内分泌治疗是目前雌激素受体阳性乳腺癌最有效的治疗策略，但复发与转移仍是这类乳腺癌临床治疗的最大障碍。我们已经证实：在Tamoxifen（TAM）耐药和转移的腺癌细胞中，PI3K/AKT异常活化导致Hedgehog （Hh）信号通路激活。我们假设PI3K/AKT信号通路激活提高了Hh信号通路中关键分子Smo和Gli蛋白的稳定性并活化Hh信号通路，从而有利于乳腺癌细胞生长并获得耐药与转移能力。利用乳腺癌细胞系、动物模型、分子与细胞生物学技术及基因表达谱分析，我们将进一步探讨（1）阐明PI3K/AKT激活Hh信号通路的分子机制。（2）探讨耐药乳腺癌复发机制及联合靶向应用Hh和PI3K/AKT特异性抑制剂是否能有效抑制乳腺癌细胞的生长与转移。（3）明确TAM耐药及复发转移乳腺癌细胞中Hh/Gli调控的分子信号网络。本研究结果将为阐明乳腺癌复发转移机制提供新的依据，为乳腺癌临床个性化治疗开辟新道路。
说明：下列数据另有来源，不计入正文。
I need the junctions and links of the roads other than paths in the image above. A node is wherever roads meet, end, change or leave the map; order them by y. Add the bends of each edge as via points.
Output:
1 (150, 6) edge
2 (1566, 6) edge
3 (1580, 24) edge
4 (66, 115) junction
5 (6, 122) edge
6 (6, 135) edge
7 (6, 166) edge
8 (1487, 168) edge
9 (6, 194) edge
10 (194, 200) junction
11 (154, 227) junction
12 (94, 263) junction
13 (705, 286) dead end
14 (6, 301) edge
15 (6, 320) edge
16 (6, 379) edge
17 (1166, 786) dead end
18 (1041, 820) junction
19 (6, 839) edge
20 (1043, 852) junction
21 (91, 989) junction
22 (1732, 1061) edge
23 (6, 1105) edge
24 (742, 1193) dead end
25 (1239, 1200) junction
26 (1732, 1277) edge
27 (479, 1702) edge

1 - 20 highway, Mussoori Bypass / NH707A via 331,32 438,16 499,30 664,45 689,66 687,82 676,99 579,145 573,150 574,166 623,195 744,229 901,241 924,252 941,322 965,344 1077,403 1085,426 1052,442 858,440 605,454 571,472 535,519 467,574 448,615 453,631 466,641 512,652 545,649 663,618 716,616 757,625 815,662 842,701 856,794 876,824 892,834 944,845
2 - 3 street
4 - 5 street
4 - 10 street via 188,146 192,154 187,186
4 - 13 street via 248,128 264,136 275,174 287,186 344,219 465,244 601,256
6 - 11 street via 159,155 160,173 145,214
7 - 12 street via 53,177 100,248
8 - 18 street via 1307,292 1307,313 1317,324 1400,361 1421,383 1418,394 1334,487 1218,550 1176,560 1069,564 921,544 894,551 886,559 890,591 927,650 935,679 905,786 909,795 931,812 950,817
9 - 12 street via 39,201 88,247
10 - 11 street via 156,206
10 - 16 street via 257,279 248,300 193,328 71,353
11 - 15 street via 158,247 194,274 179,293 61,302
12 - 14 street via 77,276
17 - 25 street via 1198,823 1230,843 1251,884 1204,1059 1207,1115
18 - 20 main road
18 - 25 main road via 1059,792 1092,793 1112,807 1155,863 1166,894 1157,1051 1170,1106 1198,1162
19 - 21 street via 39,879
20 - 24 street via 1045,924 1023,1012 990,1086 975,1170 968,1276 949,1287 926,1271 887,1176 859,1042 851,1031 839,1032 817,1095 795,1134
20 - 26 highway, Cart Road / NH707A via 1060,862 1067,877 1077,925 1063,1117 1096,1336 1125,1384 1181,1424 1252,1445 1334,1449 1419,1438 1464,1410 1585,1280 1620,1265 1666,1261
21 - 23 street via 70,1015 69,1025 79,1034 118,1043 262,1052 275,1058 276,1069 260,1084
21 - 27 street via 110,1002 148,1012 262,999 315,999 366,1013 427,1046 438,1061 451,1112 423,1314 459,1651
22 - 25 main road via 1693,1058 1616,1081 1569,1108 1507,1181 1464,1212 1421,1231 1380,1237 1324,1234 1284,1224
乳腺癌是我国女性高发恶性肿瘤。大约70%的乳腺癌患者为雌激素受体阳性，抗雌激素等内分泌靶向治疗是这类中肿瘤的有效治疗手段。然而，约30%-40%接受内分泌治疗的患者出现原发或继发性耐药。我们先前研究表明hedgehog-GLI1信号通路异常激活是乳腺癌他莫昔芬耐药的重要因素，且受到异常激活的PI3K/AKT信号通路调控。本研究我们主要探讨：（1）阐明PI3K/AKT激活Hh信号通路的分子机制。（2）探讨耐药乳腺癌复发机制及联合靶向应用Hh和PI3K/AKT特异性抑制剂是否能有效抑制乳腺癌细胞的生长与转移。（3）明确TAM耐药及复发转移乳腺癌细胞中Hh/Gli调控的分子信号网络。我们进一步鉴定了GLI1蛋白序列中GSK3β磷酸化位点，证实过表达GLI1使TAM敏感乳腺癌细胞产生耐药。明确了PI3K/AKT抑制剂GDC-0941单独或联合SMO特异抑制剂GDC-0449能明显抑制TAM耐药乳腺癌细胞生长与运动。进一步发现了单独抑制Hh信号通路或联合TAM能诱导细胞自噬和DNA损伤，并出现非依赖Caspase细胞死亡，而且HSP90抑制剂Ganetespib能显著降低乳腺癌细胞核中DNA修复相关蛋白的稳定性，抑制双链DNA损伤修复过程，有利于逆转乳腺癌细胞耐药表型。更重要的是我们发现GLI1及其调控的下游相关因子EGFR和SNAI1能预测Luminal A 乳腺癌患者的预后。这些结果提示Hh信号通路是调控ER+乳腺癌内分泌治疗耐药的重要通路，而且GLI1相关基因表达标签将成为ER+乳腺癌患者临床诊疗中进一步分层的有用工具，具有重要临床转化意义。